Panoramic Multimodal Semantic Occupancy Prediction for Quadruped Robots¶

Conference: CVPR2026 arXiv: 2603.13108 Code: PanoMMOcc (coming soon) Area: Autonomous Driving Keywords: Panoramic occupancy prediction, multimodal fusion, quadruped robots, semantic occupancy, BEV perception

TL;DR¶

This paper introduces PanoMMOcc, the first panoramic multimodal semantic occupancy prediction dataset for quadruped robots, along with the VoxelHound framework. By incorporating a Vertical Jitter Compensation (VJC) module and a Multimodal Information Prompt Fusion (MIPF) module, VoxelHound achieves 23.34% mIoU under a four-modality setup (panoramic RGB + thermal + polarization + LiDAR), surpassing existing methods by +4.16%.

Background & Motivation¶

Panoramic perception requirements: Panoramic images provide 360° blind-spot-free visual coverage, which is critical for mobile agents in dynamic unstructured environments. However, existing occupancy prediction methods are primarily designed for multi-camera narrow-FoV setups in autonomous driving.
Challenges of quadruped platforms: Compared to wheeled platforms, quadruped robots inherently suffer from low viewpoints, frequent self-occlusion, and strong ego-motion caused by gait dynamics—challenges that existing methods do not address.
Limitations of RGB-only sensing: Relying solely on the RGB modality yields insufficient robustness under illumination changes, low-texture regions, and long-range perception scenarios, necessitating multimodal sensor fusion.
Dataset gap: Existing panoramic datasets focus on 2D visual tasks and lack 3D occupancy annotations; existing occupancy benchmarks target autonomous driving and cover neither panoramic imaging nor quadruped platforms.
Insufficient fusion strategies: Common multimodal fusion approaches (simple concatenation or addition) treat heterogeneous sensor contributions indiscriminately, diluting geometric consistency and introducing cross-modal interference.
Gait-induced jitter: Quadruped locomotion causes vertical body oscillations, leading to spatial misalignment of captured image features and degrading the stability of BEV transformation.

Method¶

Overall Architecture: VoxelHound¶

The model takes four modalities as input: panoramic RGB image \(\mathcal{I}^{pal}\), thermal image \(\mathcal{I}^{th}\), polarization image \(\mathcal{I}^{pol}\), and LiDAR point cloud \(\mathcal{P}\). Each modality is processed by an independent encoder for feature extraction, projected into a unified BEV space for fusion, and the final output is a 3D semantic occupancy prediction \(\mathbf{O} \in \mathbb{R}^{X \times Y \times Z}\).

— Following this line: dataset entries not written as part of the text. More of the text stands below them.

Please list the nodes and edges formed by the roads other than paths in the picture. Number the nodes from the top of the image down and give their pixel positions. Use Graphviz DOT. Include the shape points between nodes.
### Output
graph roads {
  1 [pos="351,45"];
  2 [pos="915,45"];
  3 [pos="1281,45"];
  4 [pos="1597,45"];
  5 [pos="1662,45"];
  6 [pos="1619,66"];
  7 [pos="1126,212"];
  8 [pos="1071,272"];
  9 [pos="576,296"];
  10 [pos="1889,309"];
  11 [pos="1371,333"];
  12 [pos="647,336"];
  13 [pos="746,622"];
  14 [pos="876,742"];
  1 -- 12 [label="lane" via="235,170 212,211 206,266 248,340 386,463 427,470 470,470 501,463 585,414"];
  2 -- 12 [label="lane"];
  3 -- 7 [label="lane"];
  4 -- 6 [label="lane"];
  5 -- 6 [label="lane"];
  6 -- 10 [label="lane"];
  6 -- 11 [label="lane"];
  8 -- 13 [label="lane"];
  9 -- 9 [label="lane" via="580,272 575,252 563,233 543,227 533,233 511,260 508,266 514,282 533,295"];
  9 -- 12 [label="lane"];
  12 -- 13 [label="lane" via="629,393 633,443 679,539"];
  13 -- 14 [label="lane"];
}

Multimodal Fusion Network¶

Camera branch: Each of the three image modalities is processed by a ResNet-18 backbone to extract multi-scale features, aggregated via FPN, and then transformed to BEV features \(\mathbf{F}_c^m \in \mathbb{R}^{C_m \times H \times W}\) via a 2D-to-BEV view transformation.
LiDAR branch: The point cloud is voxelized and processed by sparse 3D convolutions (stride=8) to extract hierarchical geometric features, which are collapsed into BEV features \(\mathbf{F}_l \in \mathbb{R}^{C_l \times H \times W}\).
Fusion branch: The fused features are enhanced by a SECOND-FPN BEV encoder for multi-scale spatial representation. The occupancy head reshapes BEV channels into vertical bins, producing a 64×64×16 voxel prediction.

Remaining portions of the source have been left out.